I’ve fallen in love with the Monte Carlo method of using computers to simulate repeated random experiments. It’s a great way to get to the heart of what’s happening in a probability problem. It’s like being able to flip a coin or roll a die a million times using a computer.

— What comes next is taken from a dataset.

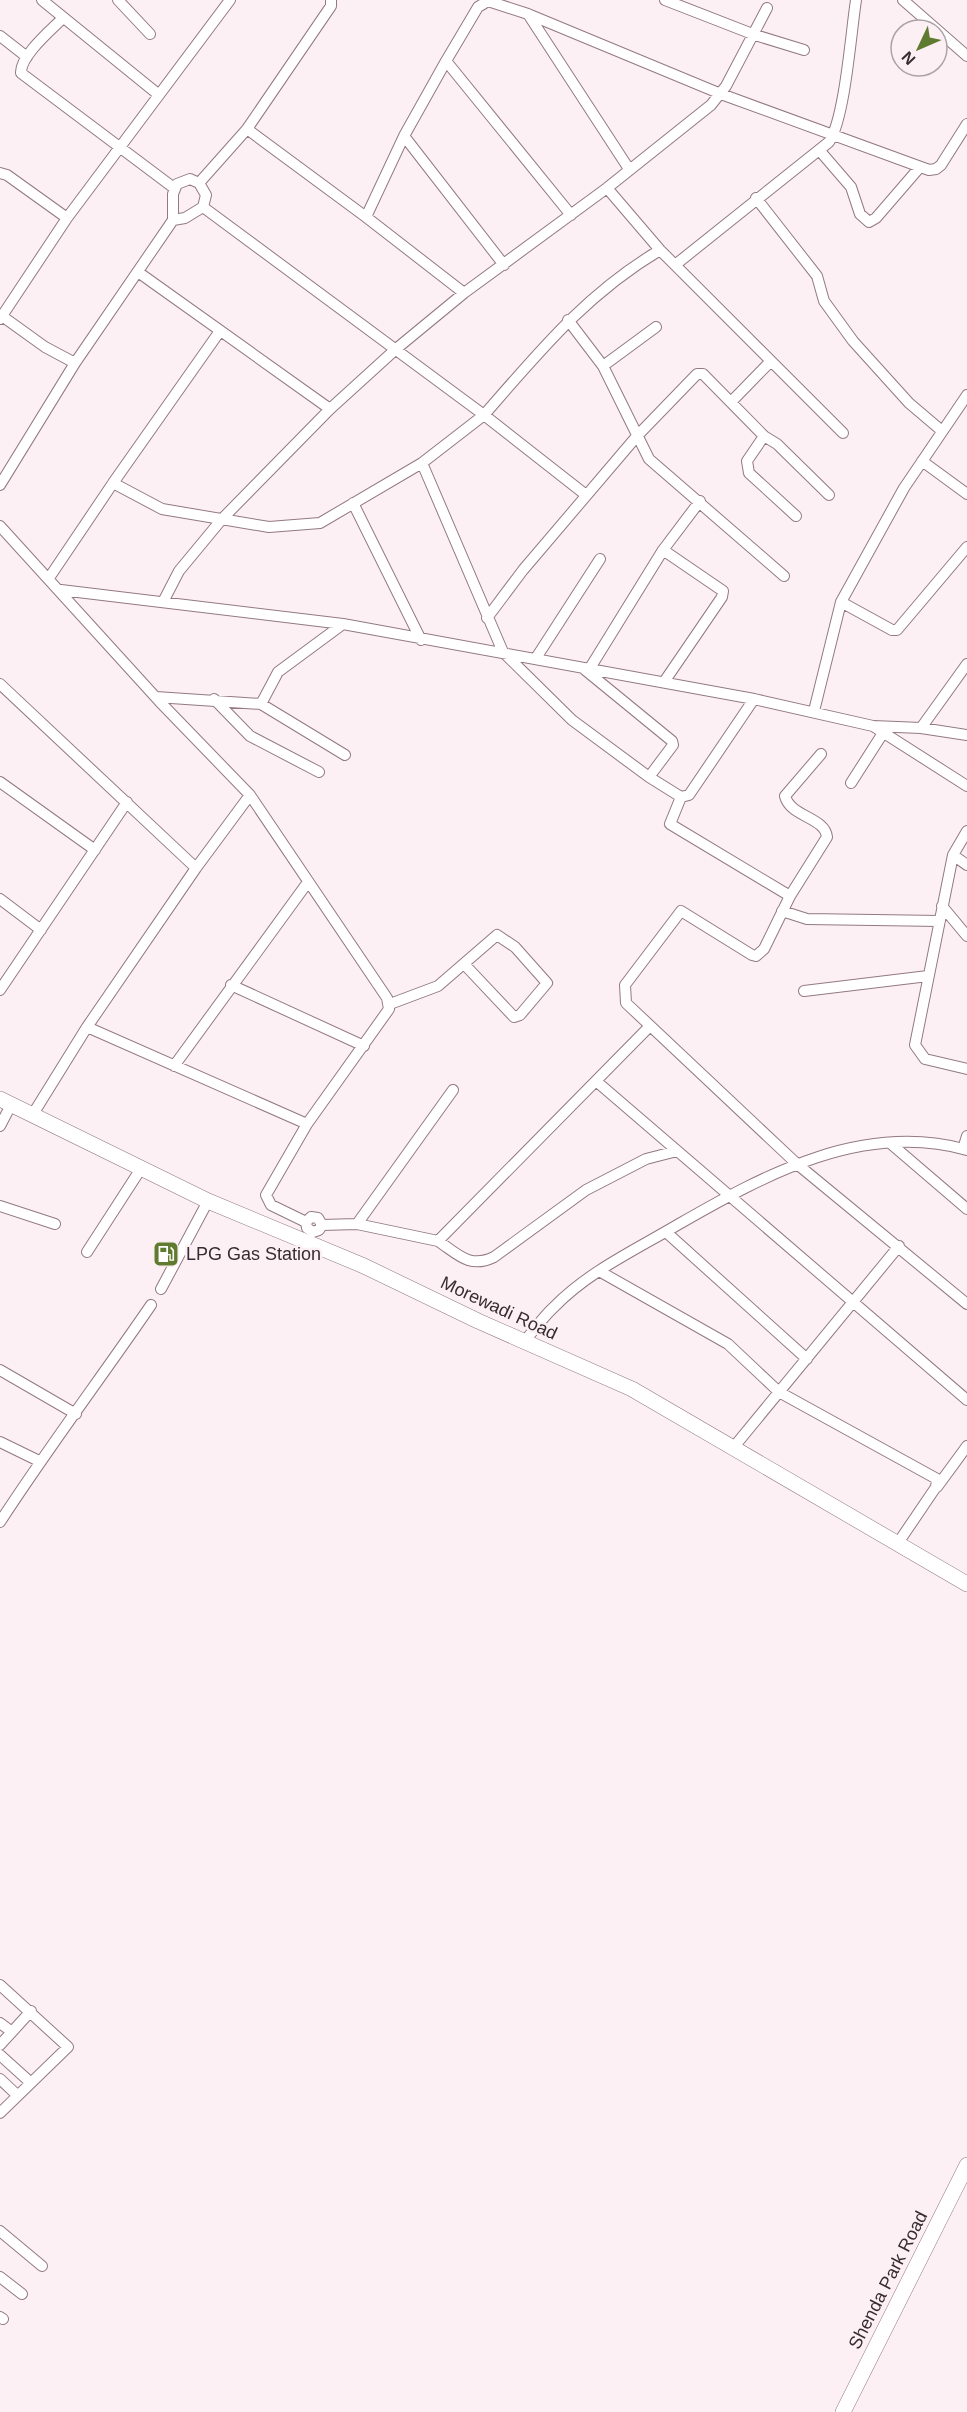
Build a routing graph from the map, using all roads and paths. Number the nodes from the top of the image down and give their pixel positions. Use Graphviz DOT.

I went to work modeling the situation in Python:

from random import random

N_TRIALS = 1000000

trialList = [] #empty list for all the trials
for i in range(N_TRIALS):
    trial = [] # single Trial
    randA = random() #generate a couple of random numbers
    randB = random()
    if randA <= 0.2: #if A is successful:
        trial.append(1) #add it to the trial
    else:
        trial.append(0)
    if randB <= 0.3: #same with B
        trial.append(1)
    else:
        trial.append(0)
    #so that's going to be like [1,0] or [1,1] for example
    trialList.append(trial) #add the trial to the trialList

So now we’ll have a million random trials. We’ll check for the ones in which A succeeded but B didn’t and so on. Now all we have to do is check for each possibility and we should get close to the real probability:

As = 0 #number of times A occurs
Bs = 0 #number of times B occurs
Cs = 0 #at least 1 of A or B
Ds = 0 #exactly 1 of A or B
A_given_D = 0
B_given_D = 0

#iterate over trialList and sum up the scores
for trial in trialList:
    if trial[0]: #[1,0] or [1,1]
        As += 1
    if trial[1]: #[0,1] or [1,1]
        Bs += 1
    if 1 in trial: #[0,1],[1,0] or [1,1]
        Cs += 1
    if sum(trial) == 1: #[0,1] or [1,0]
        Ds += 1
        if trial[0]: #[1,0] 
            A_given_D += 1
        if trial[1]: #[0,1]
            B_given_D += 1

P_D = Ds/N_TRIALS

#print the results

print("P(A):",As/N_TRIALS)
print("P(B):",Bs/N_TRIALS)
print("P(C):",Cs/N_TRIALS)
print("P(Exactly 1):",P_D)
print("P(A|D):",(A_given_D/(N_TRIALS*P_D)))
print("P(B|D):",B_given_D/(N_TRIALS*P_D))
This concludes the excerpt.